#### TASK PROMPT
Starting from the first line, transcribe the whole listing exactly.

[[ EXTRACTED INFORMATION, beginning ]]

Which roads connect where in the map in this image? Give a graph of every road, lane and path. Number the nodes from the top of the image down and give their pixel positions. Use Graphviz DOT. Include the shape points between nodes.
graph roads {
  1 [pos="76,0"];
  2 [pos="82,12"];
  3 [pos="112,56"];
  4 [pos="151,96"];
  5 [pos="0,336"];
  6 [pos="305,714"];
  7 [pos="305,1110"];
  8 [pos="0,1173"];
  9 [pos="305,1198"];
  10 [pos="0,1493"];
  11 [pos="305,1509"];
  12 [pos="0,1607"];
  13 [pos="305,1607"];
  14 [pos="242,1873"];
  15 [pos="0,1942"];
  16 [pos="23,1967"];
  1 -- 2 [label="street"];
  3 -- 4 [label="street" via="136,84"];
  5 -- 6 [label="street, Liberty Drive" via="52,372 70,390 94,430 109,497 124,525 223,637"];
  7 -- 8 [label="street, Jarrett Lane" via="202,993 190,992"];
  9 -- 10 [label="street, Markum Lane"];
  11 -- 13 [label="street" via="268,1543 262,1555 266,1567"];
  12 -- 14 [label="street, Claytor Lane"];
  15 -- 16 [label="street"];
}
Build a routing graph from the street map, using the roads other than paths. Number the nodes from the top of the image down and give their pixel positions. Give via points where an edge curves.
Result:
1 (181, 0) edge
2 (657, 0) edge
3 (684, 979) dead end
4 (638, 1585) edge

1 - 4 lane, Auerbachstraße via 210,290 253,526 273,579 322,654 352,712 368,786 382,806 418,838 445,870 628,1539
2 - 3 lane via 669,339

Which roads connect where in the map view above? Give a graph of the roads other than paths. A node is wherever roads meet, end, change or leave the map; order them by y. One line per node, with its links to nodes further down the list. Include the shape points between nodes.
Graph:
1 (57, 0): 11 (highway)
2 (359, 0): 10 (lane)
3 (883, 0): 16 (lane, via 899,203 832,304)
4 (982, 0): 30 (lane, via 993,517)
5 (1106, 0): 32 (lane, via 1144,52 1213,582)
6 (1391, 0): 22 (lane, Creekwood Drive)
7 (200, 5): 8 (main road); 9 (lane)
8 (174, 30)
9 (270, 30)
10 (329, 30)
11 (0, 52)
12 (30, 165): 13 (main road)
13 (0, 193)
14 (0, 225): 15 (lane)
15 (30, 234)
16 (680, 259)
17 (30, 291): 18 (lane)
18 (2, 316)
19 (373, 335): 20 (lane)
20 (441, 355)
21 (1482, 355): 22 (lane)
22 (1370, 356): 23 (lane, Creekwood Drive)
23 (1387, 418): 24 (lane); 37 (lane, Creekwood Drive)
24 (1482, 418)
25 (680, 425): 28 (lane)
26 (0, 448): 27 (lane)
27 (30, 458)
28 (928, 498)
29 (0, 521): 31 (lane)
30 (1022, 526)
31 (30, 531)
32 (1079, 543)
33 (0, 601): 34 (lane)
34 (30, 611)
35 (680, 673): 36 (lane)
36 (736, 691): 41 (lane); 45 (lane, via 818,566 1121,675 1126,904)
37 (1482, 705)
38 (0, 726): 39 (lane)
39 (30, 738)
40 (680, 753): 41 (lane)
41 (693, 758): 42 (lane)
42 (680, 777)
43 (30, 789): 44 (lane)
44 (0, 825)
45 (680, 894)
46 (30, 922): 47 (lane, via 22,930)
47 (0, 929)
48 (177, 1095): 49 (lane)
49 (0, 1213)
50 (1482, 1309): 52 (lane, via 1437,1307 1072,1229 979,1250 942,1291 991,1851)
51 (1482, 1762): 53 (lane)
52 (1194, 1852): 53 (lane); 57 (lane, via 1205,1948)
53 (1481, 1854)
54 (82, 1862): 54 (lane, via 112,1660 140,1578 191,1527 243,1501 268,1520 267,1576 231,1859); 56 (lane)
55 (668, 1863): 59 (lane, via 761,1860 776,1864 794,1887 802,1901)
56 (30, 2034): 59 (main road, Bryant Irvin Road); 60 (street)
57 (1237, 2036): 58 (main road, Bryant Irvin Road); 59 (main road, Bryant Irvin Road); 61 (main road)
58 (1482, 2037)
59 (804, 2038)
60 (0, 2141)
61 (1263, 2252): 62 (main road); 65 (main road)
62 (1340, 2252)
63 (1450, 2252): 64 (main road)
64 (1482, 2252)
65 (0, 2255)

[[ EXTRACTED INFORMATION, end ]]

#### EXERCISE SOLUTION
Which roads connect where in the map in this image? Give a graph of every road, lane and path. Number the nodes from the top of the image down and give their pixel positions. Use Graphviz DOT. Include the shape points between nodes.
graph roads {
  1 [pos="76,0"];
  2 [pos="82,12"];
  3 [pos="112,56"];
  4 [pos="151,96"];
  5 [pos="0,336"];
  6 [pos="305,714"];
  7 [pos="305,1110"];
  8 [pos="0,1173"];
  9 [pos="305,1198"];
  10 [pos="0,1493"];
  11 [pos="305,1509"];
  12 [pos="0,1607"];
  13 [pos="305,1607"];
  14 [pos="242,1873"];
  15 [pos="0,1942"];
  16 [pos="23,1967"];
  1 -- 2 [label="street"];
  3 -- 4 [label="street" via="136,84"];
  5 -- 6 [label="street, Liberty Drive" via="52,372 70,390 94,430 109,497 124,525 223,637"];
  7 -- 8 [label="street, Jarrett Lane" via="202,993 190,992"];
  9 -- 10 [label="street, Markum Lane"];
  11 -- 13 [label="street" via="268,1543 262,1555 266,1567"];
  12 -- 14 [label="street, Claytor Lane"];
  15 -- 16 [label="street"];
}
Build a routing graph from the street map, using the roads other than paths. Number the nodes from the top of the image down and give their pixel positions. Give via points where an edge curves.
Result:
1 (181, 0) edge
2 (657, 0) edge
3 (684, 979) dead end
4 (638, 1585) edge

1 - 4 lane, Auerbachstraße via 210,290 253,526 273,579 322,654 352,712 368,786 382,806 418,838 445,870 628,1539
2 - 3 lane via 669,339

Which roads connect where in the map view above? Give a graph of the roads other than paths. A node is wherever roads meet, end, change or leave the map; order them by y. One line per node, with its links to nodes further down the list. Include the shape points between nodes.
Graph:
1 (57, 0): 11 (highway)
2 (359, 0): 10 (lane)
3 (883, 0): 16 (lane, via 899,203 832,304)
4 (982, 0): 30 (lane, via 993,517)
5 (1106, 0): 32 (lane, via 1144,52 1213,582)
6 (1391, 0): 22 (lane, Creekwood Drive)
7 (200, 5): 8 (main road); 9 (lane)
8 (174, 30)
9 (270, 30)
10 (329, 30)
11 (0, 52)
12 (30, 165): 13 (main road)
13 (0, 193)
14 (0, 225): 15 (lane)
15 (30, 234)
16 (680, 259)
17 (30, 291): 18 (lane)
18 (2, 316)
19 (373, 335): 20 (lane)
20 (441, 355)
21 (1482, 355): 22 (lane)
22 (1370, 356): 23 (lane, Creekwood Drive)
23 (1387, 418): 24 (lane); 37 (lane, Creekwood Drive)
24 (1482, 418)
25 (680, 425): 28 (lane)
26 (0, 448): 27 (lane)
27 (30, 458)
28 (928, 498)
29 (0, 521): 31 (lane)
30 (1022, 526)
31 (30, 531)
32 (1079, 543)
33 (0, 601): 34 (lane)
34 (30, 611)
35 (680, 673): 36 (lane)
36 (736, 691): 41 (lane); 45 (lane, via 818,566 1121,675 1126,904)
37 (1482, 705)
38 (0, 726): 39 (lane)
39 (30, 738)
40 (680, 753): 41 (lane)
41 (693, 758): 42 (lane)
42 (680, 777)
43 (30, 789): 44 (lane)
44 (0, 825)
45 (680, 894)
46 (30, 922): 47 (lane, via 22,930)
47 (0, 929)
48 (177, 1095): 49 (lane)
49 (0, 1213)
50 (1482, 1309): 52 (lane, via 1437,1307 1072,1229 979,1250 942,1291 991,1851)
51 (1482, 1762): 53 (lane)
52 (1194, 1852): 53 (lane); 57 (lane, via 1205,1948)
53 (1481, 1854)
54 (82, 1862): 54 (lane, via 112,1660 140,1578 191,1527 243,1501 268,1520 267,1576 231,1859); 56 (lane)
55 (668, 1863): 59 (lane, via 761,1860 776,1864 794,1887 802,1901)
56 (30, 2034): 59 (main road, Bryant Irvin Road); 60 (street)
57 (1237, 2036): 58 (main road, Bryant Irvin Road); 59 (main road, Bryant Irvin Road); 61 (main road)
58 (1482, 2037)
59 (804, 2038)
60 (0, 2141)
61 (1263, 2252): 62 (main road); 65 (main road)
62 (1340, 2252)
63 (1450, 2252): 64 (main road)
64 (1482, 2252)
65 (0, 2255)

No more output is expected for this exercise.